Of polio immunization. . . Fred Klenner (North Carolina) has stated, ‘Many here voice a silent view that the Salk and Sabin vaccines, being made of monkey kidney tissue, have been directly responsible for the major increase of leukemia in this country.”— Glen C. Dettman, “Immunization, Ascorbate, and Death,” Australian Nurses Journal, December 1977. A British researcher, Martin, was the first to point out the connection between polio and vaccinations against diphtheria or pertussis. He also noted that the paralysis tended to affect the arm which had received the injection: “Concerning the subject of ‘provocation poliomyelitis,’ Martin (1950) in London first drew attention to the relation between inoculation against diphtheria or pertussis and an attack of poliomyelitis when he described fifteen cases that he had seen between 1944 and 1949.
Paralysis came on, as a rule, seven to twenty-one days after injection and affected the left arm, into which injections are commonly given, four times as often as the right. Interest in this relationship was greatly stimulated by the observations of McCloskey in Australia and Geffen in London. McCloskey (1950) investigated 375 cases of poliomyelitis during an epidemic in Victoria in 1949 and found that 31 of the patients had been inoculated against diphtheria or pertussis, alone or in combination, within five to thirty-two days. “In London, Geffen (1950) noted that in the 1949 epidemic, 30 out of 182 paralytic patients under five years of age had been immunized against diphtheria, pertussis, or both within four weeks of contracting polio. In all these cases the limb last injected was paralyzed.

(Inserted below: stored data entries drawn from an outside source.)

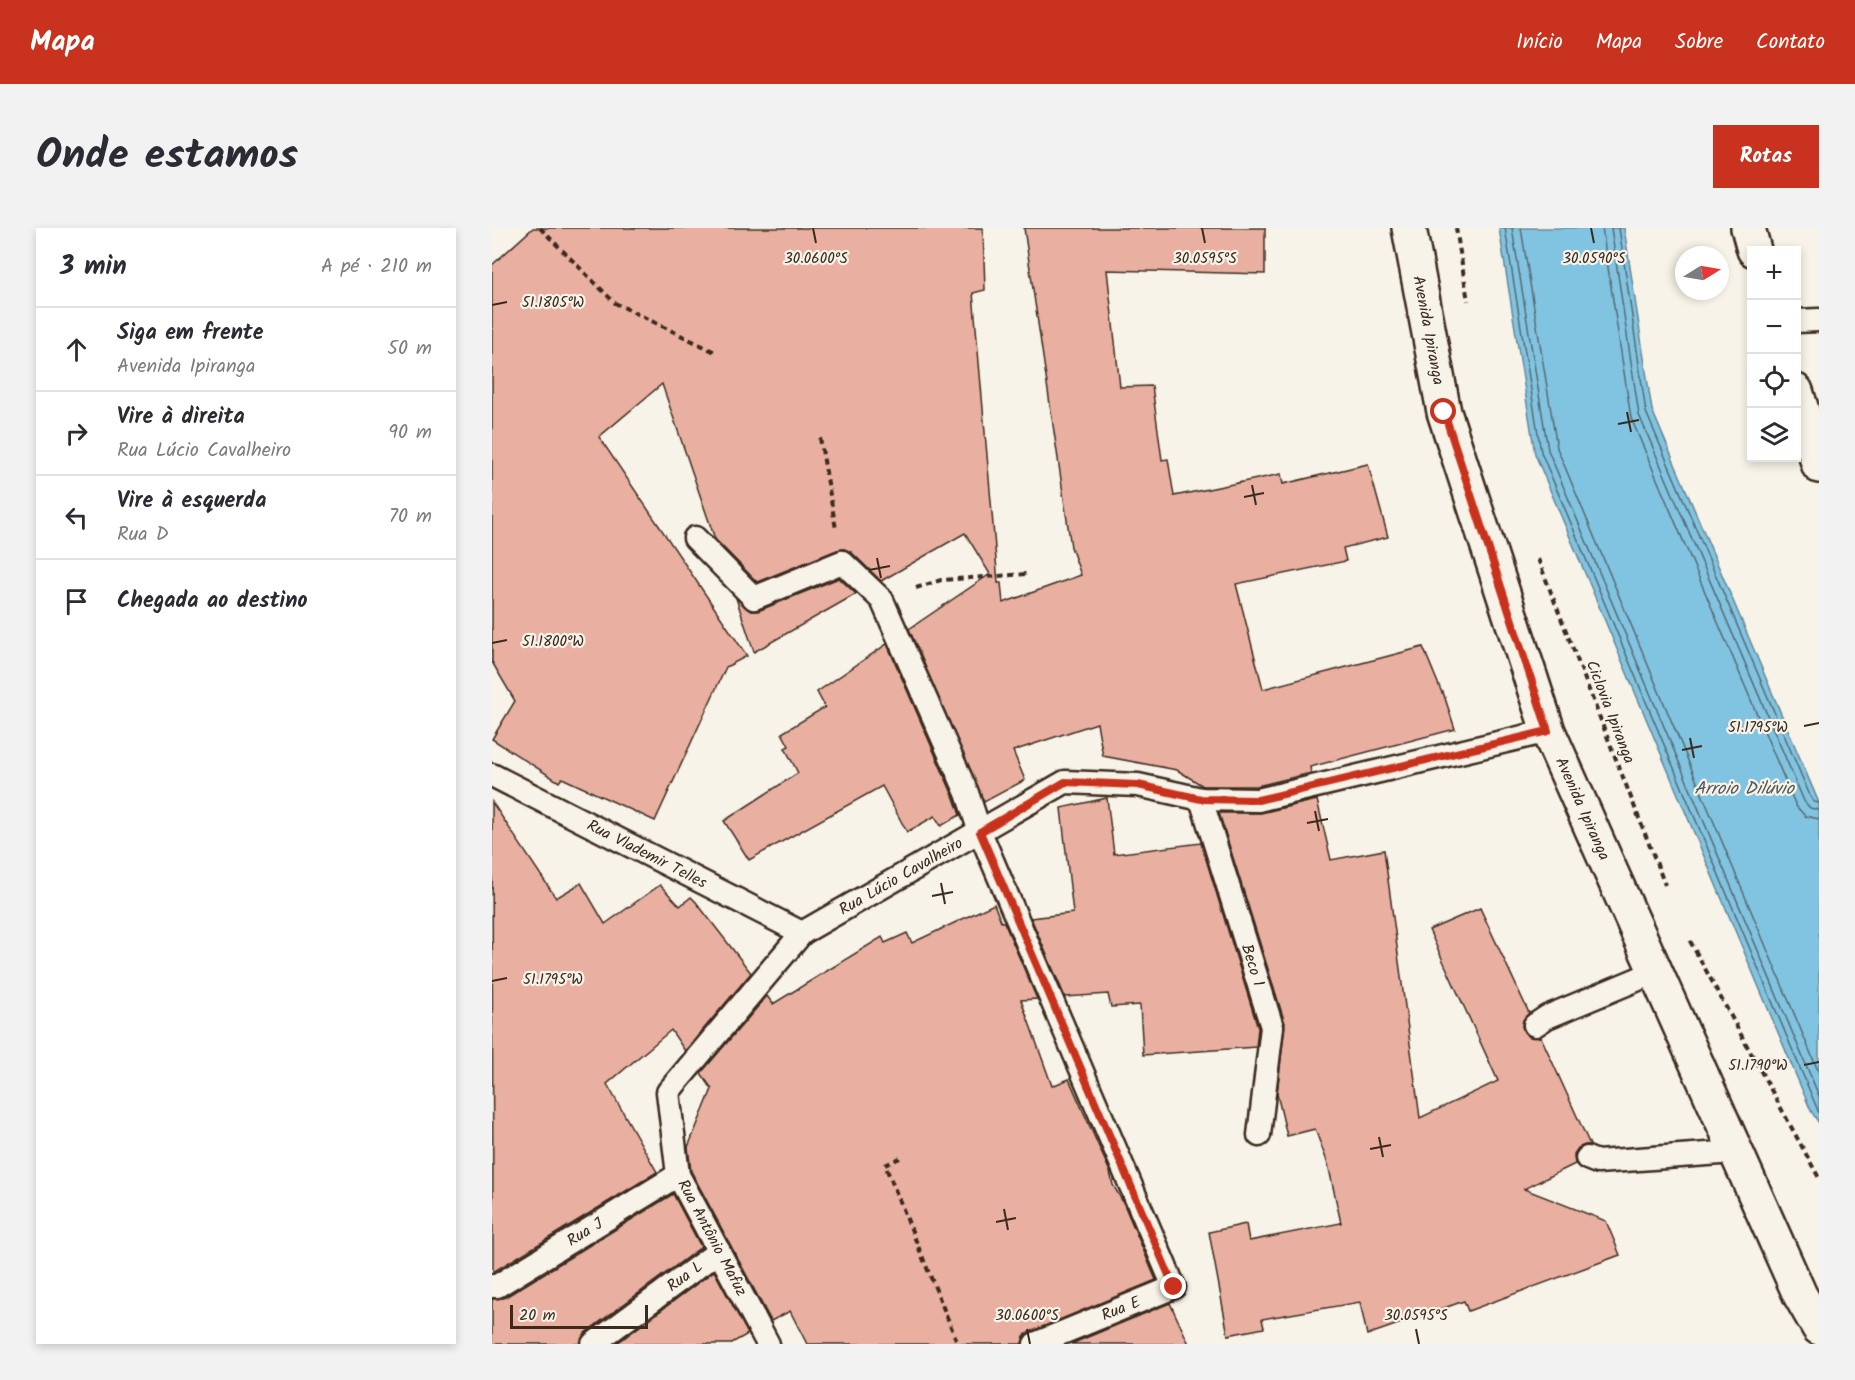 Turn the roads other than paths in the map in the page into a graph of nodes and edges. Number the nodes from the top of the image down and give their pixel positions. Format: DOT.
graph roads {
  1 [pos="1409,228"];
  2 [pos="1748,228"];
  3 [pos="1753,246"];
  4 [pos="1819,320"];
  5 [pos="1801,321"];
  6 [pos="1801,405"];
  7 [pos="1819,466"];
  8 [pos="694,538"];
  9 [pos="1548,731"];
  10 [pos="492,775"];
  11 [pos="1201,799"];
  12 [pos="980,832"];
  13 [pos="802,933"];
  14 [pos="1655,972"];
  15 [pos="1535,1025"];
  16 [pos="668,1092"];
  17 [pos="1259,1135"];
  18 [pos="1736,1152"];
  19 [pos="1587,1158"];
  20 [pos="678,1175"];
  21 [pos="719,1251"];
  22 [pos="492,1286"];
  23 [pos="1819,1328"];
  24 [pos="593,1344"];
  25 [pos="768,1344"];
  26 [pos="1035,1344"];
  1 -- 9 [label="main road, Avenida Ipiranga"];
  2 -- 3 [label="main road"];
  4 -- 5 [label="lane"];
  6 -- 7 [label="main road"];
  8 -- 12 [label="lane"];
  9 -- 11 [label="lane, Rua Lúcio Cavalheiro"];
  9 -- 14 [label="main road, Avenida Ipiranga"];
  10 -- 13 [label="lane, Rua Vlademir Telles"];
  11 -- 12 [label="lane, Rua Lúcio Cavalheiro"];
  11 -- 17 [label="lane, Beco 1"];
  12 -- 13 [label="lane, Rua Lúcio Cavalheiro"];
  12 -- 26 [label="lane, Rua E"];
  13 -- 16 [label="lane, Rua Lúcio Cavalheiro"];
  14 -- 15 [label="lane"];
  14 -- 18 [label="main road, Avenida Ipiranga"];
  16 -- 20 [label="lane, Rua Antônio Mafuz"];
  18 -- 19 [label="lane"];
  18 -- 23 [label="main road, Avenida Ipiranga"];
  20 -- 21 [label="lane, Rua Antônio Mafuz"];
  20 -- 22 [label="lane, Rua J"];
  21 -- 24 [label="lane, Rua L"];
  21 -- 25 [label="lane, Rua Antônio Mafuz"];
}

“The conclusion drawn from these various reports was greatly strengthened by the statistical analysis carried out by Hill and Knowelden (1950) which showed an excess of poliomyelitis cases in children who had been inoculated within the previous twenty-eight days with pertussis vaccine or combinations of the triple vaccine.”—Randolph Society, The Dangers of Immunization, 1987, pp. 44-45. They then quote Wilson as saying: “‘The mode of action of the injected vaccine is open to doubt. The most probable explanation is that it acts like a fixation abscess and allows viruses circulating in the bloodstream to settle down at the site of injection and thence proceed via the nerve fibers to the spinal cord. The greater the irritating effect of the vaccine, the more likely this is to happen.” —Op. cit., p. 45.